WHAT YOU WILL DO →
Set down every record once more, exactly as given.

Records contained in a dataset
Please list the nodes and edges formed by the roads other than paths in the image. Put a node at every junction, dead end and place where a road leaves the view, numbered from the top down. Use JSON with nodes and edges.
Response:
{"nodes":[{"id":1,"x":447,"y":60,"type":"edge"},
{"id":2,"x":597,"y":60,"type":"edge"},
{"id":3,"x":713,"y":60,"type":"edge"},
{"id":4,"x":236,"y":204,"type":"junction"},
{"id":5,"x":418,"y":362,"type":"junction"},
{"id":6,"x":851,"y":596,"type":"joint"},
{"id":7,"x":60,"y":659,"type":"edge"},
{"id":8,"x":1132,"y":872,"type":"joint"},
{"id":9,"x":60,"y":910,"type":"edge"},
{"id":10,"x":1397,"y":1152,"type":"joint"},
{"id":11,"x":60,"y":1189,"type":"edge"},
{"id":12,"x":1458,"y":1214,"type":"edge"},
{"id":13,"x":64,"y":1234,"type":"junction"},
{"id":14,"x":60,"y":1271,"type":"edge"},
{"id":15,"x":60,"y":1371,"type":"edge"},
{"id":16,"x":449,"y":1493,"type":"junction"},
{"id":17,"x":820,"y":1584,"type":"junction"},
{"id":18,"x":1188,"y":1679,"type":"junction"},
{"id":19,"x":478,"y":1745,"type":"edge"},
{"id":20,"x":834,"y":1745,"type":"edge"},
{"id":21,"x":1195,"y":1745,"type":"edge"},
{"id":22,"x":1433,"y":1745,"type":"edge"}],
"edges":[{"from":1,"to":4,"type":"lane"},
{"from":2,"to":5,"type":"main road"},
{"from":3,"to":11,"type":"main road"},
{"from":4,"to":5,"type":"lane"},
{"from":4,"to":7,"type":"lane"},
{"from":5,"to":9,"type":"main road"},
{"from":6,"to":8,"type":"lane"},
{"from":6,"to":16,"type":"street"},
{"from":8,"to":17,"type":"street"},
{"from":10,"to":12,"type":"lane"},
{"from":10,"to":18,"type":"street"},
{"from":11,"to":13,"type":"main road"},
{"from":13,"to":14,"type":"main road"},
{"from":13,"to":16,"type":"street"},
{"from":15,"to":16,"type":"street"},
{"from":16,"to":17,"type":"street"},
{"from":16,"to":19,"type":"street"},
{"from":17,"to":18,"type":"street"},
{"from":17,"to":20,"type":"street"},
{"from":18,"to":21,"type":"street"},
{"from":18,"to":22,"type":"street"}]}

TASK RESPONSE →
Please list the nodes and edges formed by the roads other than paths in the image. Put a node at every junction, dead end and place where a road leaves the view, numbered from the top down. Use JSON with nodes and edges.
Response:
{"nodes":[{"id":1,"x":447,"y":60,"type":"edge"},
{"id":2,"x":597,"y":60,"type":"edge"},
{"id":3,"x":713,"y":60,"type":"edge"},
{"id":4,"x":236,"y":204,"type":"junction"},
{"id":5,"x":418,"y":362,"type":"junction"},
{"id":6,"x":851,"y":596,"type":"joint"},
{"id":7,"x":60,"y":659,"type":"edge"},
{"id":8,"x":1132,"y":872,"type":"joint"},
{"id":9,"x":60,"y":910,"type":"edge"},
{"id":10,"x":1397,"y":1152,"type":"joint"},
{"id":11,"x":60,"y":1189,"type":"edge"},
{"id":12,"x":1458,"y":1214,"type":"edge"},
{"id":13,"x":64,"y":1234,"type":"junction"},
{"id":14,"x":60,"y":1271,"type":"edge"},
{"id":15,"x":60,"y":1371,"type":"edge"},
{"id":16,"x":449,"y":1493,"type":"junction"},
{"id":17,"x":820,"y":1584,"type":"junction"},
{"id":18,"x":1188,"y":1679,"type":"junction"},
{"id":19,"x":478,"y":1745,"type":"edge"},
{"id":20,"x":834,"y":1745,"type":"edge"},
{"id":21,"x":1195,"y":1745,"type":"edge"},
{"id":22,"x":1433,"y":1745,"type":"edge"}],
"edges":[{"from":1,"to":4,"type":"lane"},
{"from":2,"to":5,"type":"main road"},
{"from":3,"to":11,"type":"main road"},
{"from":4,"to":5,"type":"lane"},
{"from":4,"to":7,"type":"lane"},
{"from":5,"to":9,"type":"main road"},
{"from":6,"to":8,"type":"lane"},
{"from":6,"to":16,"type":"street"},
{"from":8,"to":17,"type":"street"},
{"from":10,"to":12,"type":"lane"},
{"from":10,"to":18,"type":"street"},
{"from":11,"to":13,"type":"main road"},
{"from":13,"to":14,"type":"main road"},
{"from":13,"to":16,"type":"street"},
{"from":15,"to":16,"type":"street"},
{"from":16,"to":17,"type":"street"},
{"from":16,"to":19,"type":"street"},
{"from":17,"to":18,"type":"street"},
{"from":17,"to":20,"type":"street"},
{"from":18,"to":21,"type":"street"},
{"from":18,"to":22,"type":"street"}]}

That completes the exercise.